WORK TASK |
Although the entries contain pictures, only their text goes into the copy, set down exactly.

DATA FOR THIS EXERCISE |

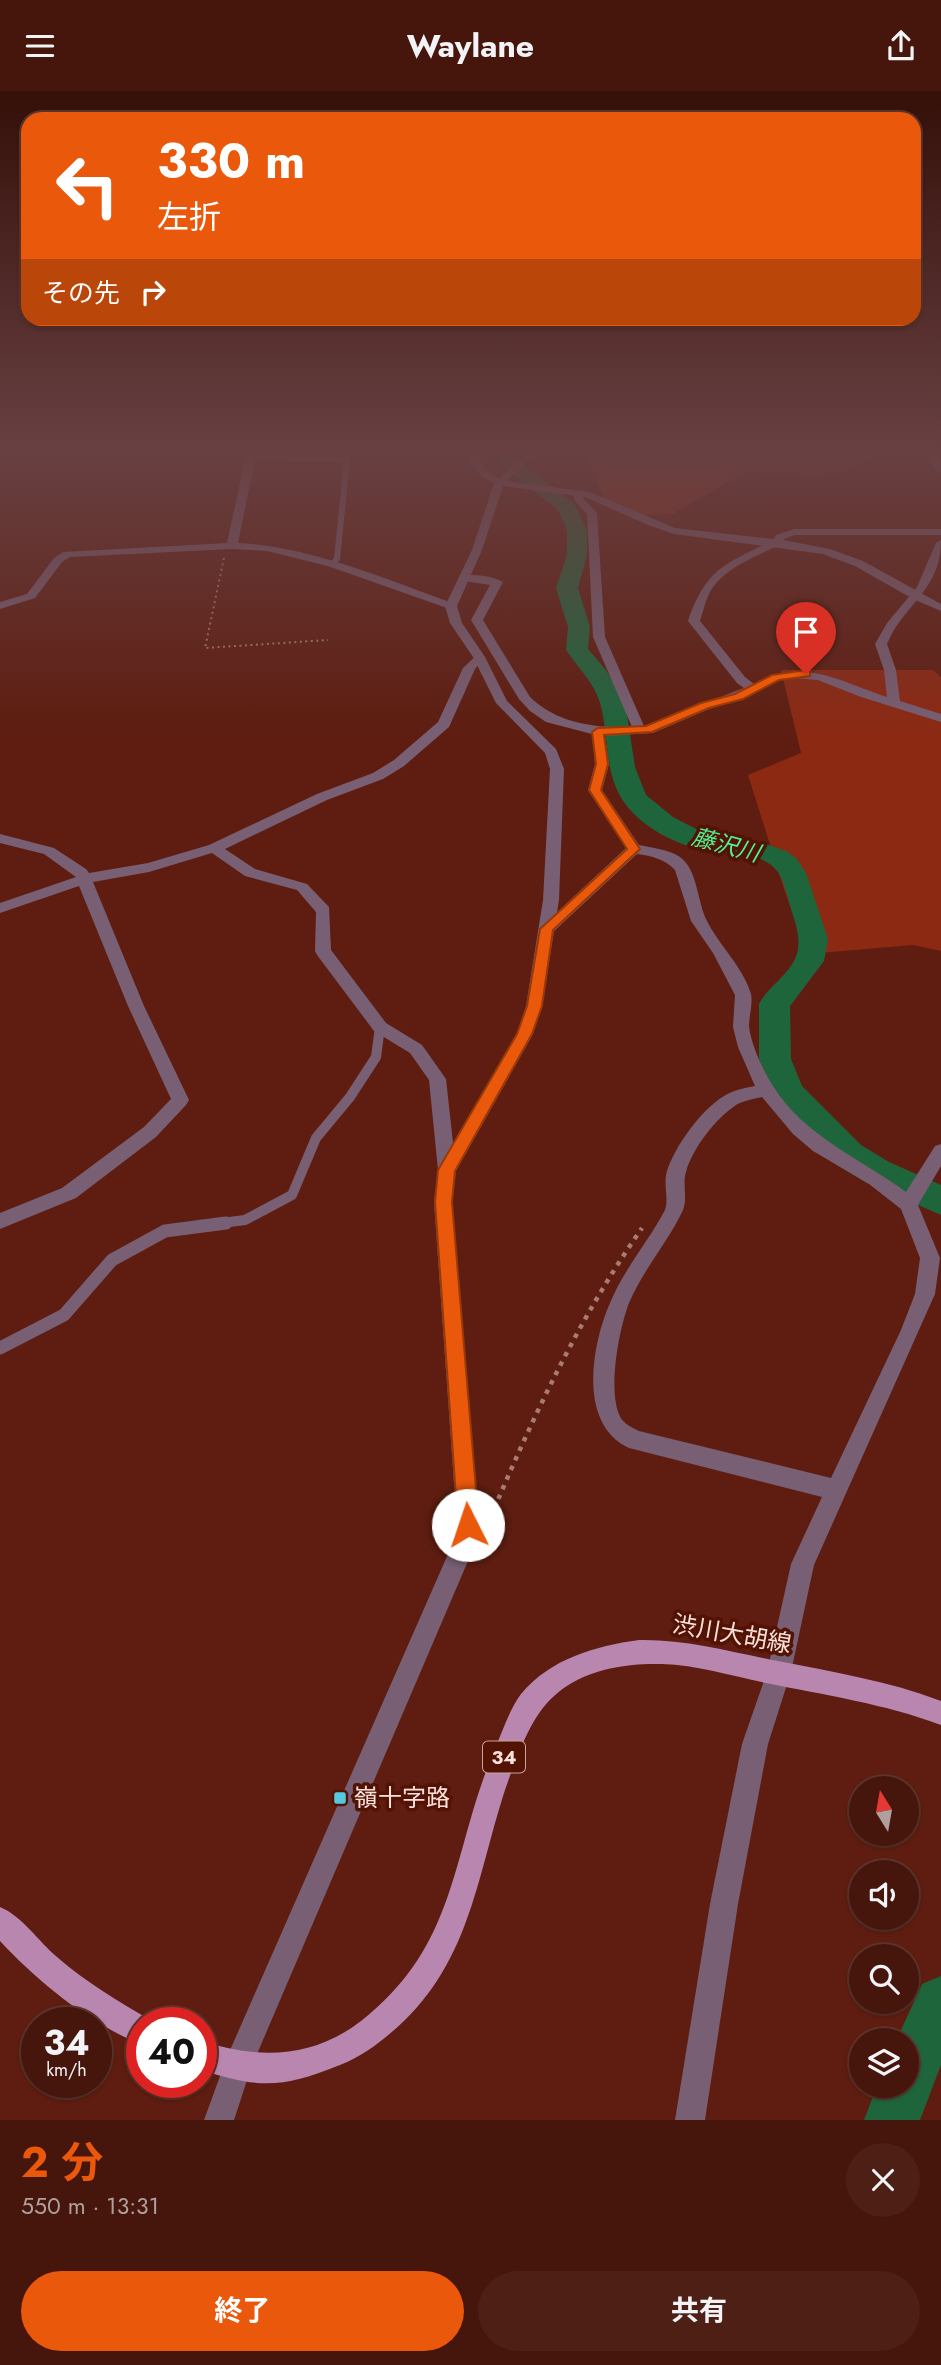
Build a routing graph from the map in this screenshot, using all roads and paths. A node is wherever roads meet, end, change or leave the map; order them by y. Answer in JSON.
{"nodes":[{"id":1,"x":338,"y":545,"type":"edge"},
{"id":2,"x":479,"y":545,"type":"edge"},
{"id":3,"x":594,"y":545,"type":"edge"},
{"id":4,"x":772,"y":545,"type":"edge"},
{"id":5,"x":795,"y":545,"type":"edge"},
{"id":6,"x":940,"y":545,"type":"edge"},
{"id":7,"x":229,"y":546,"type":"junction"},
{"id":8,"x":332,"y":564,"type":"junction"},
{"id":9,"x":464,"y":578,"type":"junction"},
{"id":10,"x":916,"y":597,"type":"junction"},
{"id":11,"x":0,"y":606,"type":"edge"},
{"id":12,"x":451,"y":606,"type":"junction"},
{"id":13,"x":941,"y":607,"type":"edge"},
{"id":14,"x":328,"y":640,"type":"dead end"},
{"id":15,"x":479,"y":657,"type":"junction"},
{"id":16,"x":753,"y":689,"type":"junction"},
{"id":17,"x":894,"y":703,"type":"junction"},
{"id":18,"x":941,"y":718,"type":"edge"},
{"id":19,"x":636,"y":731,"type":"junction"},
{"id":20,"x":601,"y":732,"type":"junction"},
{"id":21,"x":0,"y":838,"type":"edge"},
{"id":22,"x":214,"y":848,"type":"junction"},
{"id":23,"x":634,"y":849,"type":"junction"},
{"id":24,"x":85,"y":879,"type":"junction"},
{"id":25,"x":0,"y":908,"type":"edge"},
{"id":26,"x":547,"y":929,"type":"junction"},
{"id":27,"x":380,"y":1027,"type":"junction"},
{"id":28,"x":766,"y":1090,"type":"junction"},
{"id":29,"x":941,"y":1151,"type":"edge"},
{"id":30,"x":447,"y":1170,"type":"junction"},
{"id":31,"x":908,"y":1204,"type":"junction"},
{"id":32,"x":647,"y":1220,"type":"dead end"},
{"id":33,"x":0,"y":1221,"type":"edge"},
{"id":34,"x":0,"y":1348,"type":"edge"},
{"id":35,"x":837,"y":1490,"type":"junction"},
{"id":36,"x":468,"y":1525,"type":"junction"},
{"id":37,"x":779,"y":1672,"type":"junction"},
{"id":38,"x":941,"y":1713,"type":"edge"},
{"id":39,"x":0,"y":1920,"type":"edge"},
{"id":40,"x":126,"y":2021,"type":"edge"},
{"id":41,"x":217,"y":2060,"type":"edge"},
{"id":42,"x":237,"y":2067,"type":"junction"},
{"id":43,"x":219,"y":2120,"type":"edge"},
{"id":44,"x":690,"y":2120,"type":"edge"}],
"edges":[{"from":1,"to":8,"type":"lane"},
{"from":2,"to":9,"type":"street"},
{"from":3,"to":19,"type":"street"},
{"from":4,"to":16,"type":"street"},
{"from":5,"to":10,"type":"street"},
{"from":6,"to":10,"type":"street"},
{"from":7,"to":8,"type":"street"},
{"from":7,"to":11,"type":"street"},
{"from":7,"to":14,"type":"path"},
{"from":8,"to":12,"type":"street"},
{"from":9,"to":12,"type":"street"},
{"from":9,"to":20,"type":"street"},
{"from":10,"to":13,"type":"street"},
{"from":10,"to":17,"type":"street"},
{"from":12,"to":15,"type":"street"},
{"from":15,"to":22,"type":"street"},
{"from":15,"to":26,"type":"street"},
{"from":16,"to":17,"type":"street"},
{"from":16,"to":19,"type":"street"},
{"from":17,"to":18,"type":"street"},
{"from":19,"to":20,"type":"street"},
{"from":20,"to":23,"type":"street"},
{"from":21,"to":24,"type":"street"},
{"from":22,"to":24,"type":"street"},
{"from":22,"to":27,"type":"street"},
{"from":23,"to":26,"type":"street"},
{"from":23,"to":28,"type":"street"},
{"from":24,"to":25,"type":"street"},
{"from":24,"to":33,"type":"street"},
{"from":26,"to":30,"type":"street"},
{"from":27,"to":30,"type":"street"},
{"from":27,"to":34,"type":"lane"},
{"from":28,"to":31,"type":"street"},
{"from":28,"to":35,"type":"street"},
{"from":29,"to":31,"type":"street"},
{"from":30,"to":36,"type":"street"},
{"from":31,"to":35,"type":"street"},
{"from":32,"to":36,"type":"path"},
{"from":35,"to":37,"type":"street"},
{"from":36,"to":42,"type":"street"},
{"from":37,"to":38,"type":"main road","name":"渋川大胡線","number":"34"},
{"from":37,"to":42,"type":"main road","name":"渋川大胡線","number":"34"},
{"from":37,"to":44,"type":"street"},
{"from":39,"to":40,"type":"main road"},
{"from":41,"to":42,"type":"main road","name":"渋川大胡線","number":"34"},
{"from":42,"to":43,"type":"street"}]}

SOLVED PROBLEM |
Build a routing graph from the map in this screenshot, using all roads and paths. A node is wherever roads meet, end, change or leave the map; order them by y. Answer in JSON.
{"nodes":[{"id":1,"x":338,"y":545,"type":"edge"},
{"id":2,"x":479,"y":545,"type":"edge"},
{"id":3,"x":594,"y":545,"type":"edge"},
{"id":4,"x":772,"y":545,"type":"edge"},
{"id":5,"x":795,"y":545,"type":"edge"},
{"id":6,"x":940,"y":545,"type":"edge"},
{"id":7,"x":229,"y":546,"type":"junction"},
{"id":8,"x":332,"y":564,"type":"junction"},
{"id":9,"x":464,"y":578,"type":"junction"},
{"id":10,"x":916,"y":597,"type":"junction"},
{"id":11,"x":0,"y":606,"type":"edge"},
{"id":12,"x":451,"y":606,"type":"junction"},
{"id":13,"x":941,"y":607,"type":"edge"},
{"id":14,"x":328,"y":640,"type":"dead end"},
{"id":15,"x":479,"y":657,"type":"junction"},
{"id":16,"x":753,"y":689,"type":"junction"},
{"id":17,"x":894,"y":703,"type":"junction"},
{"id":18,"x":941,"y":718,"type":"edge"},
{"id":19,"x":636,"y":731,"type":"junction"},
{"id":20,"x":601,"y":732,"type":"junction"},
{"id":21,"x":0,"y":838,"type":"edge"},
{"id":22,"x":214,"y":848,"type":"junction"},
{"id":23,"x":634,"y":849,"type":"junction"},
{"id":24,"x":85,"y":879,"type":"junction"},
{"id":25,"x":0,"y":908,"type":"edge"},
{"id":26,"x":547,"y":929,"type":"junction"},
{"id":27,"x":380,"y":1027,"type":"junction"},
{"id":28,"x":766,"y":1090,"type":"junction"},
{"id":29,"x":941,"y":1151,"type":"edge"},
{"id":30,"x":447,"y":1170,"type":"junction"},
{"id":31,"x":908,"y":1204,"type":"junction"},
{"id":32,"x":647,"y":1220,"type":"dead end"},
{"id":33,"x":0,"y":1221,"type":"edge"},
{"id":34,"x":0,"y":1348,"type":"edge"},
{"id":35,"x":837,"y":1490,"type":"junction"},
{"id":36,"x":468,"y":1525,"type":"junction"},
{"id":37,"x":779,"y":1672,"type":"junction"},
{"id":38,"x":941,"y":1713,"type":"edge"},
{"id":39,"x":0,"y":1920,"type":"edge"},
{"id":40,"x":126,"y":2021,"type":"edge"},
{"id":41,"x":217,"y":2060,"type":"edge"},
{"id":42,"x":237,"y":2067,"type":"junction"},
{"id":43,"x":219,"y":2120,"type":"edge"},
{"id":44,"x":690,"y":2120,"type":"edge"}],
"edges":[{"from":1,"to":8,"type":"lane"},
{"from":2,"to":9,"type":"street"},
{"from":3,"to":19,"type":"street"},
{"from":4,"to":16,"type":"street"},
{"from":5,"to":10,"type":"street"},
{"from":6,"to":10,"type":"street"},
{"from":7,"to":8,"type":"street"},
{"from":7,"to":11,"type":"street"},
{"from":7,"to":14,"type":"path"},
{"from":8,"to":12,"type":"street"},
{"from":9,"to":12,"type":"street"},
{"from":9,"to":20,"type":"street"},
{"from":10,"to":13,"type":"street"},
{"from":10,"to":17,"type":"street"},
{"from":12,"to":15,"type":"street"},
{"from":15,"to":22,"type":"street"},
{"from":15,"to":26,"type":"street"},
{"from":16,"to":17,"type":"street"},
{"from":16,"to":19,"type":"street"},
{"from":17,"to":18,"type":"street"},
{"from":19,"to":20,"type":"street"},
{"from":20,"to":23,"type":"street"},
{"from":21,"to":24,"type":"street"},
{"from":22,"to":24,"type":"street"},
{"from":22,"to":27,"type":"street"},
{"from":23,"to":26,"type":"street"},
{"from":23,"to":28,"type":"street"},
{"from":24,"to":25,"type":"street"},
{"from":24,"to":33,"type":"street"},
{"from":26,"to":30,"type":"street"},
{"from":27,"to":30,"type":"street"},
{"from":27,"to":34,"type":"lane"},
{"from":28,"to":31,"type":"street"},
{"from":28,"to":35,"type":"street"},
{"from":29,"to":31,"type":"street"},
{"from":30,"to":36,"type":"street"},
{"from":31,"to":35,"type":"street"},
{"from":32,"to":36,"type":"path"},
{"from":35,"to":37,"type":"street"},
{"from":36,"to":42,"type":"street"},
{"from":37,"to":38,"type":"main road","name":"渋川大胡線","number":"34"},
{"from":37,"to":42,"type":"main road","name":"渋川大胡線","number":"34"},
{"from":37,"to":44,"type":"street"},
{"from":39,"to":40,"type":"main road"},
{"from":41,"to":42,"type":"main road","name":"渋川大胡線","number":"34"},
{"from":42,"to":43,"type":"street"}]}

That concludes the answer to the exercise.